Gum disease and other oral health issues don’t just impact your teeth and gums. It has become increasingly clear with each passing year and from each new study that poor oral health can lead to or worsen conditions as diverse as pregnancy complications, heart disease, respiratory disease, and diabetes.
Bacteria in the mouth cause destruction of the gums and other soft tissue around the teeth, a condition called periodontal disease. As it progresses, you can lose your teeth from the decreased bone in the jaw, but good oral hygiene and the help of a good holistic dental team – like the one Dr. Carli Katz has at 613 Dentistry – can make a huge difference by preventing or stopping periodontal disease.
These and other medical problems have been linked to gum disease:
Gum disease can worsen diabetes, and research has shown that people with diabetes are more likely to get gum disease and to experience severe symptoms. The reason is that people with diabetes can’t process sugar very well, leading to excess sugar in the blood and therefore in the mouth. This sugar feeds bacteria and causes bacteria colonies to grow.
Additionally, diabetes can cause blood vessels to thicken, making it take longer for sugar in the mouth to naturally be carried away, giving the bacteria a longer time to feed on the sugar present.
There are two primary theories regarding how heart disease and gum disease are linked. One says that bacteria that cause gum disease travels via the bloodstream to the arteries of the heart, where they increase blood clot formation and narrow arteries, increasing the likelihood of a heart attack.
Another theory is that plaque buildup causes swollen arteries that make preexisting heart conditions worse. In fact, the American Academy of Periodontology has released research showing that people whose bodies react in this way to mouth bacteria are likely to experience heart disease.
Women are more likely than men to have periodontal disease because of the hormonal fluctuations that happen naturally as part of puberty, menopause and other life phases. Getting pregnant adds another kind of hormonal fluctuation that increases the likelihood and severity of heart disease further.

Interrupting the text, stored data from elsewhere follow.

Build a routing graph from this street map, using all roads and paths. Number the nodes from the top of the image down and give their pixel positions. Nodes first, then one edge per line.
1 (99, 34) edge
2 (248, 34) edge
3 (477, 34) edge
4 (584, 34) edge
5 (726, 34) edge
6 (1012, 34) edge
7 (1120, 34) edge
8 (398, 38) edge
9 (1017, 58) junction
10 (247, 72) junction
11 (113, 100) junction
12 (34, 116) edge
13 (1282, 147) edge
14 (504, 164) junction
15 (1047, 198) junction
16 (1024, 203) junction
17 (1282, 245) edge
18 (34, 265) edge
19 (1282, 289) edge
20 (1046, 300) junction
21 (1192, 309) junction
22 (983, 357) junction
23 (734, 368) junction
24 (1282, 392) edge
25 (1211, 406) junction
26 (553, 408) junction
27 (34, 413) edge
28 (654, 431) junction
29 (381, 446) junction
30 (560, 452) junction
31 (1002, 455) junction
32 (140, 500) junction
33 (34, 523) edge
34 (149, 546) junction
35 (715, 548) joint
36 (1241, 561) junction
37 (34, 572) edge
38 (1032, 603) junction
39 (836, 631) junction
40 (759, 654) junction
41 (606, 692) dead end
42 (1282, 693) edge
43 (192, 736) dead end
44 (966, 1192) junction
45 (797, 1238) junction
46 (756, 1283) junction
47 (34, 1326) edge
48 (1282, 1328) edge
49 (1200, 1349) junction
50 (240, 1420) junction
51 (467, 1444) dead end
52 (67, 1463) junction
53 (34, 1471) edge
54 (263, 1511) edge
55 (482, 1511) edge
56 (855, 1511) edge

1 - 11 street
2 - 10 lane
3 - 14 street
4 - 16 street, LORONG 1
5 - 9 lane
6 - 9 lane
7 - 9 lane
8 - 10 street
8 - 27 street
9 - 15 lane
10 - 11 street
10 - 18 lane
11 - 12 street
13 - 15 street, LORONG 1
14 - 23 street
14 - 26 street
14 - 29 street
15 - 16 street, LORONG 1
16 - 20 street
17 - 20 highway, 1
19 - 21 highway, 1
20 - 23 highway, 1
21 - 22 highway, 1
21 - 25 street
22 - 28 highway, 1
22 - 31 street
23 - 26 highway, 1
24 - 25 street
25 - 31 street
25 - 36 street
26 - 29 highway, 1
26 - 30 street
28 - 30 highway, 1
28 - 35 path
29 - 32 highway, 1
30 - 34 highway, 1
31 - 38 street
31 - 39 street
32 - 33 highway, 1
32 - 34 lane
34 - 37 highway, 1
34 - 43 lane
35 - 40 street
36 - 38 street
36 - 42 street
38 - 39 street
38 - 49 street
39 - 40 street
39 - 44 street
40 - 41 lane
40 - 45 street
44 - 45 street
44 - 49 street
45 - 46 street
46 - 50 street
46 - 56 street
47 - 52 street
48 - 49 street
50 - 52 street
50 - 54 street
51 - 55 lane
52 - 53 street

Additionally, pregnant women with gum disease are shown to be more likely to develop preeclampsia and have premature and underweight babies. Prostaglandin, the hormone that induces labor, is also created by gum disease, meaning that the disease, not the natural phase of pregnancy, can induce labor in some instances. Further, the chance of developing heart disease during pregnancy is increased by c-reactive proteins raised by gum disease, and these proteins also negatively impact preeclampsia and birth weight.
A range of respiratory diseases – from emphysema and COPD to pneumonia and more – are often more severe when gum disease and other sources of oral bacteria are present. As you can imagine, oral bacteria can very easily travel to the lungs as a part of breathing, and then that bacteria can grow into colonies there, creating a bacterial infection of the lungs.
Just as bad, gum tissue inflammation can cause inflammation in the lung linings, which is known to make pneumonia worse. And what’s more, people with respiratory issues often also have issues with their immune systems, so bacteria anywhere in their bodies can easily grow and spread, leading to rapidly decreasing overall health.